Collected data:
>>
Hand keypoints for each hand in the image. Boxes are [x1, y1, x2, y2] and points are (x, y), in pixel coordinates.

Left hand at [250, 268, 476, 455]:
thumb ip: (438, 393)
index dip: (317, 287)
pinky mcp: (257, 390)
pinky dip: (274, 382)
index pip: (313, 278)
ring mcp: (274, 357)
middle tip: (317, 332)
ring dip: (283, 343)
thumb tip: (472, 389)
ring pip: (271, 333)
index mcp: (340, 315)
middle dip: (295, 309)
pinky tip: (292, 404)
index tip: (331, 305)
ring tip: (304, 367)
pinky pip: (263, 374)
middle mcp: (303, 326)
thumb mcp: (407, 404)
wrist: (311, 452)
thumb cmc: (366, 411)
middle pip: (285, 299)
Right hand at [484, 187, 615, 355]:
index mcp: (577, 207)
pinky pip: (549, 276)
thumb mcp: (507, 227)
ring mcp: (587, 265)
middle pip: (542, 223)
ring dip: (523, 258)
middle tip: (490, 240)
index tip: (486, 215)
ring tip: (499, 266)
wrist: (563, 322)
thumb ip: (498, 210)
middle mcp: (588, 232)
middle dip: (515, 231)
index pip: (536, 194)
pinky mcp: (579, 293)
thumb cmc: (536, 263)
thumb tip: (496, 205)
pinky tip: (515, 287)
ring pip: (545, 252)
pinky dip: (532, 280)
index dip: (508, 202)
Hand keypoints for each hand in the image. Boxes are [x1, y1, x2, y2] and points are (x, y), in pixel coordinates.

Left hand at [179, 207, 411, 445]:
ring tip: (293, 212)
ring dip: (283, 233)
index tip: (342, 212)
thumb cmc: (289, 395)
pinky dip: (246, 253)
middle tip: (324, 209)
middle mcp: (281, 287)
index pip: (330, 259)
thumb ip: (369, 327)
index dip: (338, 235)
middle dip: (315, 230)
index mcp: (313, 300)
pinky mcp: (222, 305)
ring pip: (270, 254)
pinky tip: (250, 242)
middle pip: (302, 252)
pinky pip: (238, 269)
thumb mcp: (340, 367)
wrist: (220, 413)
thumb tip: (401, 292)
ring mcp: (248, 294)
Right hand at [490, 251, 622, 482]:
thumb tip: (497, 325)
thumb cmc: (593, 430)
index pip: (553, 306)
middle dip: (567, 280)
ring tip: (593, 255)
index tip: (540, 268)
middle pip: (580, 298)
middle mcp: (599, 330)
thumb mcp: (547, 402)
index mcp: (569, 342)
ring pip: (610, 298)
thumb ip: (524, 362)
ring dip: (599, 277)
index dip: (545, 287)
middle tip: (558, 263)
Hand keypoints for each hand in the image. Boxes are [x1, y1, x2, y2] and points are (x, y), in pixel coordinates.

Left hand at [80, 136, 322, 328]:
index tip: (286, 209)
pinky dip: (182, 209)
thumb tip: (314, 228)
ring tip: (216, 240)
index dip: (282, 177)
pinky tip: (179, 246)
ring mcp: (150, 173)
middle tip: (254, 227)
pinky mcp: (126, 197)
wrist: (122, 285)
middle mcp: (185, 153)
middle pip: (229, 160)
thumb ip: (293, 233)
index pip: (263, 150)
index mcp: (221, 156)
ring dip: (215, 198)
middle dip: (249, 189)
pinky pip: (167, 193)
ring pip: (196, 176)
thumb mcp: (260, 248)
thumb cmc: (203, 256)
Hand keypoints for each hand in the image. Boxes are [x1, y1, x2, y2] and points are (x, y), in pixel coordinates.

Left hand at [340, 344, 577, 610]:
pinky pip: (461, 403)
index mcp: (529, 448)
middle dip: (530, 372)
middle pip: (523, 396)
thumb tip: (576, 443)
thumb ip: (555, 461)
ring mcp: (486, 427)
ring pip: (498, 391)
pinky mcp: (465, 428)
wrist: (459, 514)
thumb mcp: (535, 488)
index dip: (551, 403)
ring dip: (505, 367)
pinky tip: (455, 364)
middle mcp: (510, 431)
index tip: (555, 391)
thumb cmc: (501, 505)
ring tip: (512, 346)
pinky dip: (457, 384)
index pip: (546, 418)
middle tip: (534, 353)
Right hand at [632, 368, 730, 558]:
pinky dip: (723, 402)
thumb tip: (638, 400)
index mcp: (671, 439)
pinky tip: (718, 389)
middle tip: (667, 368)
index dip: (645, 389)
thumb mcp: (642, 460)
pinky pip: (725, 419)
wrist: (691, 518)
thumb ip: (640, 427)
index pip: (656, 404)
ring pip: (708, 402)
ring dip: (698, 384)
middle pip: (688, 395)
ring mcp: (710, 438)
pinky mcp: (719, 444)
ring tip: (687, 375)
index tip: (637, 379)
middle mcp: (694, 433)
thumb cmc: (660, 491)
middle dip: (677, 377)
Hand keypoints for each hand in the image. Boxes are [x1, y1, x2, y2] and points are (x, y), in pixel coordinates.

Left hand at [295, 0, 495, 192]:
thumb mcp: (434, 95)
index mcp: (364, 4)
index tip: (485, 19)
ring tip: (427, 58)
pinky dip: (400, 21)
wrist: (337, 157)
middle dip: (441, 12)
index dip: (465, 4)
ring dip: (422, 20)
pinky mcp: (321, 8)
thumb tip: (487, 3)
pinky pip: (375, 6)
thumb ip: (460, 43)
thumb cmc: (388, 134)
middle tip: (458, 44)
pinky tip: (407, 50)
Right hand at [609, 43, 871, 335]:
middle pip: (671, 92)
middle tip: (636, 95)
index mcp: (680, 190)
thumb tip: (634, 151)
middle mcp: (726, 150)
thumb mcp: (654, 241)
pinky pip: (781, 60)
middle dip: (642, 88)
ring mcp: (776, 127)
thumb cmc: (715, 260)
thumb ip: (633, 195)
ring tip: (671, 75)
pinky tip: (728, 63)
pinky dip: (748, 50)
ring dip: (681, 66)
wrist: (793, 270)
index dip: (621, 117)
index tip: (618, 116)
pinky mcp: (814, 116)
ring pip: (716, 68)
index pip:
<<
Please repeat each entry. Keep every word the same.

### Solution below
Hand keypoints for each hand in the image. Boxes are [x1, y1, x2, y2] and points are (x, y), in pixel coordinates.

Left hand at [250, 268, 476, 455]:
thumb ip: (438, 393)
index dip: (317, 287)
pinky mcp: (257, 390)
pinky dip: (274, 382)
index pip: (313, 278)
ring mcp: (274, 357)
middle tip: (317, 332)
ring dip: (283, 343)
thumb tip: (472, 389)
ring pip: (271, 333)
index mcp: (340, 315)
middle dip: (295, 309)
pinky tip: (292, 404)
index tip: (331, 305)
ring tip: (304, 367)
pinky pip: (263, 374)
middle mcp: (303, 326)
thumb mcp: (407, 404)
wrist: (311, 452)
thumb cmc: (366, 411)
middle pip: (285, 299)
Right hand at [484, 187, 615, 355]:
index mcp: (577, 207)
pinky pip: (549, 276)
thumb mcp: (507, 227)
ring mcp: (587, 265)
middle pip: (542, 223)
ring dip: (523, 258)
middle tip: (490, 240)
index tip: (486, 215)
ring tip: (499, 266)
wrist: (563, 322)
thumb ip: (498, 210)
middle mcp: (588, 232)
middle dip: (515, 231)
index pip: (536, 194)
pinky mcp: (579, 293)
thumb cmc: (536, 263)
thumb tip: (496, 205)
pinky tip: (515, 287)
ring pip: (545, 252)
pinky dip: (532, 280)
index dip: (508, 202)
Hand keypoints for each hand in the image. Boxes are [x1, y1, x2, y2] and points are (x, y), in pixel coordinates.

Left hand at [179, 207, 411, 445]:
ring tip: (293, 212)
ring dip: (283, 233)
index tip: (342, 212)
thumb cmc: (289, 395)
pinky dip: (246, 253)
middle tip: (324, 209)
middle mcp: (281, 287)
index pip: (330, 259)
thumb ip: (369, 327)
index dip: (338, 235)
middle dip: (315, 230)
index mcp: (313, 300)
pinky mcp: (222, 305)
ring pip: (270, 254)
pinky tip: (250, 242)
middle pip: (302, 252)
pinky pip: (238, 269)
thumb mcp: (340, 367)
wrist: (220, 413)
thumb tip: (401, 292)
ring mcp: (248, 294)
Right hand at [490, 251, 622, 482]:
thumb tip: (497, 325)
thumb cmc: (593, 430)
index pip: (553, 306)
middle dip: (567, 280)
ring tip: (593, 255)
index tip: (540, 268)
middle pip: (580, 298)
middle mcp: (599, 330)
thumb mcp: (547, 402)
index mcp: (569, 342)
ring pip: (610, 298)
thumb ip: (524, 362)
ring dip: (599, 277)
index dip: (545, 287)
middle tip: (558, 263)
Hand keypoints for each hand in the image. Boxes are [x1, y1, x2, y2] and points are (x, y), in pixel coordinates.

Left hand at [80, 136, 322, 328]:
index tip: (286, 209)
pinky dip: (182, 209)
thumb tip: (314, 228)
ring tip: (216, 240)
index dip: (282, 177)
pinky tip: (179, 246)
ring mcp: (150, 173)
middle tip: (254, 227)
pinky mcp: (126, 197)
wrist: (122, 285)
middle mcp: (185, 153)
middle pip: (229, 160)
thumb ip: (293, 233)
index pip: (263, 150)
index mcp: (221, 156)
ring dip: (215, 198)
middle dip: (249, 189)
pinky pip: (167, 193)
ring pip: (196, 176)
thumb mcp: (260, 248)
thumb cmc: (203, 256)
Hand keypoints for each hand in the image. Boxes are [x1, y1, x2, y2] and points are (x, y), in pixel coordinates.

Left hand at [340, 344, 577, 610]:
pinky pip: (461, 403)
index mcp: (529, 448)
middle dip: (530, 372)
middle pip: (523, 396)
thumb tip: (576, 443)
thumb ip: (555, 461)
ring mcp: (486, 427)
ring pip: (498, 391)
pinky mcp: (465, 428)
wrist: (459, 514)
thumb mcp: (535, 488)
index dip: (551, 403)
ring dip: (505, 367)
pinky tip: (455, 364)
middle mcp: (510, 431)
index tip: (555, 391)
thumb cmc: (501, 505)
ring tip: (512, 346)
pinky dip: (457, 384)
index pip: (546, 418)
middle tip: (534, 353)
Right hand at [632, 368, 730, 558]:
pinky dip: (723, 402)
thumb tip: (638, 400)
index mcp: (671, 439)
pinky tip: (718, 389)
middle tip: (667, 368)
index dip: (645, 389)
thumb mcp: (642, 460)
pinky pip: (725, 419)
wrist: (691, 518)
thumb ip: (640, 427)
index pip: (656, 404)
ring pip: (708, 402)
ring dip: (698, 384)
middle pip: (688, 395)
ring mcp: (710, 438)
pinky mcp: (719, 444)
ring tip: (687, 375)
index tip: (637, 379)
middle mcp: (694, 433)
thumb cmc: (660, 491)
middle dip: (677, 377)
Hand keypoints for each hand in the image. Boxes are [x1, y1, x2, y2] and points are (x, y), in pixel coordinates.

Left hand at [295, 0, 495, 192]:
thumb mcp: (434, 95)
index mcp: (364, 4)
index tip: (485, 19)
ring tip: (427, 58)
pinky dip: (400, 21)
wrist: (337, 157)
middle dip: (441, 12)
index dip: (465, 4)
ring dip: (422, 20)
pinky mcp: (321, 8)
thumb tip: (487, 3)
pinky pip: (375, 6)
thumb ip: (460, 43)
thumb cmc: (388, 134)
middle tip: (458, 44)
pinky tip: (407, 50)
Right hand at [609, 43, 871, 335]:
middle pip: (671, 92)
middle tip: (636, 95)
index mcp: (680, 190)
thumb tip: (634, 151)
middle mcp: (726, 150)
thumb mcp: (654, 241)
pinky pip: (781, 60)
middle dip: (642, 88)
ring mcp: (776, 127)
thumb cmc: (715, 260)
thumb ip: (633, 195)
ring tip: (671, 75)
pinky tip: (728, 63)
pinky dip: (748, 50)
ring dip: (681, 66)
wrist: (793, 270)
index dip: (621, 117)
index tip: (618, 116)
pinky mcp: (814, 116)
ring pip: (716, 68)
index pip:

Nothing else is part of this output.